The XD's a fine pistol, but consider it in 9mm rather than .40. Ammo is much less expensive, and the lighter-recoiling round will be easier for both you and your wife to handle. 9mm is perfectly adequate for defense when you load with good modern JHPs.


----------



## Todd (Jul 3, 2006)

Mike Barham said:


> The XD's a fine pistol, but consider it in 9mm rather than .40. Ammo is much less expensive, and the lighter-recoiling round will be easier for both you and your wife to handle. 9mm is perfectly adequate for defense when you load with good modern JHPs.


Mike beat me to it in recommending the 9mm over the .40. I have the XD40 and I know my wife would never want to shoot it because the .40 is snappy. My XD9SC would be the one she's have in a HD situation. Ammo here is running about $8 cheaper per box of WWB, which equals more range time for both of you.


----------



## PhilR. (Apr 25, 2007)

CDemarais said:


> I went looking yesterday and was really fond of the Springfield xD .40 S&W. Is this a good choice? What are your opinions and does anybody have any advice on other types of handguns?


Although the XD is not my cup of caffeinated beverage of asian origin, they are a very good pistol and would indeed make a good choice. As for other types - you might look at the Glock 19, the FN9, the S&W M&P9, the Walther P99, and the Sigs in their many permutations. One nice thing about the S&W and the Walther are the interchangeable backstraps, which might help to fit the wifey a bit better. I think there is also a newer Sig that does the same thing. All of the above also comes in smaller versions, in case you plan to one day carry (the XD does as well).
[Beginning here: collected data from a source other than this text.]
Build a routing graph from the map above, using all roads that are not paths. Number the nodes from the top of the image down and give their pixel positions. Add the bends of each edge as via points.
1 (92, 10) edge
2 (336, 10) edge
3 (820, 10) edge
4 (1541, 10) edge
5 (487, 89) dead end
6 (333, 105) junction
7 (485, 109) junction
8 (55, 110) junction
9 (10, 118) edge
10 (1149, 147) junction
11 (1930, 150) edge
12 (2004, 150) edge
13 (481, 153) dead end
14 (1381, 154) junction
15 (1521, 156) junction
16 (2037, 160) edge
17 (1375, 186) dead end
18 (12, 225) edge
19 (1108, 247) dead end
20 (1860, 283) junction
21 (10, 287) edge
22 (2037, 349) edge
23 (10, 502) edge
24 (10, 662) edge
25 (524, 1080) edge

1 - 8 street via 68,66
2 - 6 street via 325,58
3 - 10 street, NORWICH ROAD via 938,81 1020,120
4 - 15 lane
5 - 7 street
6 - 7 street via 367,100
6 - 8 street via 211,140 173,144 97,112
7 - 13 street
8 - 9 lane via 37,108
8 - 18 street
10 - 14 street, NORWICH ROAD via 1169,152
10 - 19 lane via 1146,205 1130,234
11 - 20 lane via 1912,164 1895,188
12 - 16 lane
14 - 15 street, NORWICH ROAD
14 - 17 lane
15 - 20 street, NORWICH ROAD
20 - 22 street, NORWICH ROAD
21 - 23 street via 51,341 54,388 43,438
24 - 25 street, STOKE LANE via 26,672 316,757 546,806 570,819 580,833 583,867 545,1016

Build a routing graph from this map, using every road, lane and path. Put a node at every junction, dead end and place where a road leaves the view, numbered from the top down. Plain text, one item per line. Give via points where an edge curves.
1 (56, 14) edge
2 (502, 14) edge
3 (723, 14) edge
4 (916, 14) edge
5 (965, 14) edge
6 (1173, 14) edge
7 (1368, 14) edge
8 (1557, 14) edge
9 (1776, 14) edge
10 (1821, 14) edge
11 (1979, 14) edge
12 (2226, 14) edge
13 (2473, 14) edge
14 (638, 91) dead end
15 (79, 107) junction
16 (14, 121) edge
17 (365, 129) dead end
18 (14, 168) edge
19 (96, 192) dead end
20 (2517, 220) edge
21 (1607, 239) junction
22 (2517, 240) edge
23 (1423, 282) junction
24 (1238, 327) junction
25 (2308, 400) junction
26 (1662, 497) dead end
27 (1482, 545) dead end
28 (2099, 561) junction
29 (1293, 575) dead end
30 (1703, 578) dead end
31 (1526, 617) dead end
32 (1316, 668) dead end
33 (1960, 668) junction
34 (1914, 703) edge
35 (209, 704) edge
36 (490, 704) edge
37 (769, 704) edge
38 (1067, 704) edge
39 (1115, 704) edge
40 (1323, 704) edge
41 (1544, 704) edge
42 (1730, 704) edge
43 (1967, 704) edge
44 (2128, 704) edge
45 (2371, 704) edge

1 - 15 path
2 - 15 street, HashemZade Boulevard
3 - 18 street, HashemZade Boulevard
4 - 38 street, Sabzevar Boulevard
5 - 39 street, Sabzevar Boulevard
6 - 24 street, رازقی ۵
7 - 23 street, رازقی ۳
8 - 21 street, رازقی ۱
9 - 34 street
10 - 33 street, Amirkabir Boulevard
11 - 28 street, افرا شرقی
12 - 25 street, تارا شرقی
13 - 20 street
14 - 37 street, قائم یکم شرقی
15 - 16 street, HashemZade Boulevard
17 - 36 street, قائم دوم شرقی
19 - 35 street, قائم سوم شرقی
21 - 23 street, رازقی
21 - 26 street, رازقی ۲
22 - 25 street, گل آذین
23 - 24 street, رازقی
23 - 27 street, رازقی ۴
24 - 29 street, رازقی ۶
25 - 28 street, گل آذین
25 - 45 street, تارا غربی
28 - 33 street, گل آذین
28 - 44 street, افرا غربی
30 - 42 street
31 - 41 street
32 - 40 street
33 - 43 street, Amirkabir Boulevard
+1 on the 9mm suggestion as well.....

PhilR.


----------



## zhurdan (Mar 21, 2008)

PhilR. said:


> Although the XD is not my cup of caffeinated beverage of asian origin..
> PhilR.


PhilR, what the heck does all that have to do with the price of a cup of caffeinated beverage of asian origin? :anim_lol: jk

@CDemarais I'd recommend the 9mm as well. I think people sometimes buy too much gun to start off with. Learn/teach your wife the basics with 9mm or heck, even a .22, then move up to heavier calibers.

Zhur


----------



## CDemarais (May 12, 2008)

<---- newbie here....

what do you mean by interchangeable back straps


----------



## Wyatt (Jan 29, 2008)

CDemarais said:


> <---- newbie here....
> 
> what do you mean by interchangeable back straps


The backstrap is the rearward portion of the grip where the grip meets your palm/base of thumb. Some guns come with inter-changeable straps to allow for different hand sizes or a more custom fit. Check out the pic of the HK P30 on the home page. It shows the interchangeable straps for the grip.


----------



## Mike Barham (Mar 30, 2006)

Essentially, an insert on the back of the grip can be removed and replaced with smaller/larger inserts to make the gun suitable for different hand sizes.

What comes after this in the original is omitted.